#### Work to complete:
Repeat exactly, and only, the lines from the one holding "middle mcp: (377, 401)" through the last line of the records below.

- Opening Delimiter -

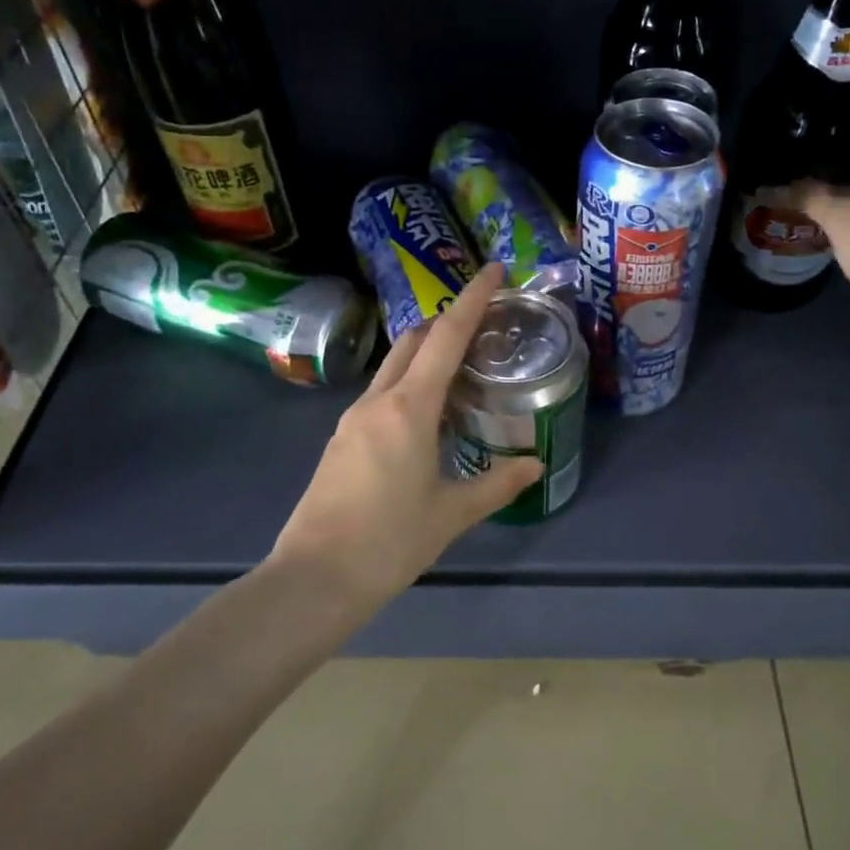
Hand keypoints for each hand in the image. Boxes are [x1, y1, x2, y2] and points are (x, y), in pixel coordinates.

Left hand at [270, 262, 541, 603]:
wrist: (315, 579)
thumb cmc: (390, 542)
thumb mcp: (452, 513)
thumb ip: (497, 484)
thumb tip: (534, 466)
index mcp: (409, 408)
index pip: (446, 337)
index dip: (473, 300)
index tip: (493, 270)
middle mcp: (377, 401)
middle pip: (414, 342)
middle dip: (447, 323)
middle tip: (484, 325)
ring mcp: (352, 419)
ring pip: (394, 367)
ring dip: (426, 356)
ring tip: (463, 370)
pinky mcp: (341, 440)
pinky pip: (381, 395)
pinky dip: (409, 386)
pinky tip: (428, 415)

- Closing Delimiter -

#### Answer to the exercise:
middle mcp: (377, 401)
middle pip: (414, 342)
middle dip: (447, 323)
middle tip: (484, 325)
ring mcp: (352, 419)
ring pip: (394, 367)
ring dip: (426, 356)
ring tip: (463, 370)
pinky mcp: (341, 440)
pinky pip: (381, 395)
pinky dip: (409, 386)
pinky tip: (428, 415)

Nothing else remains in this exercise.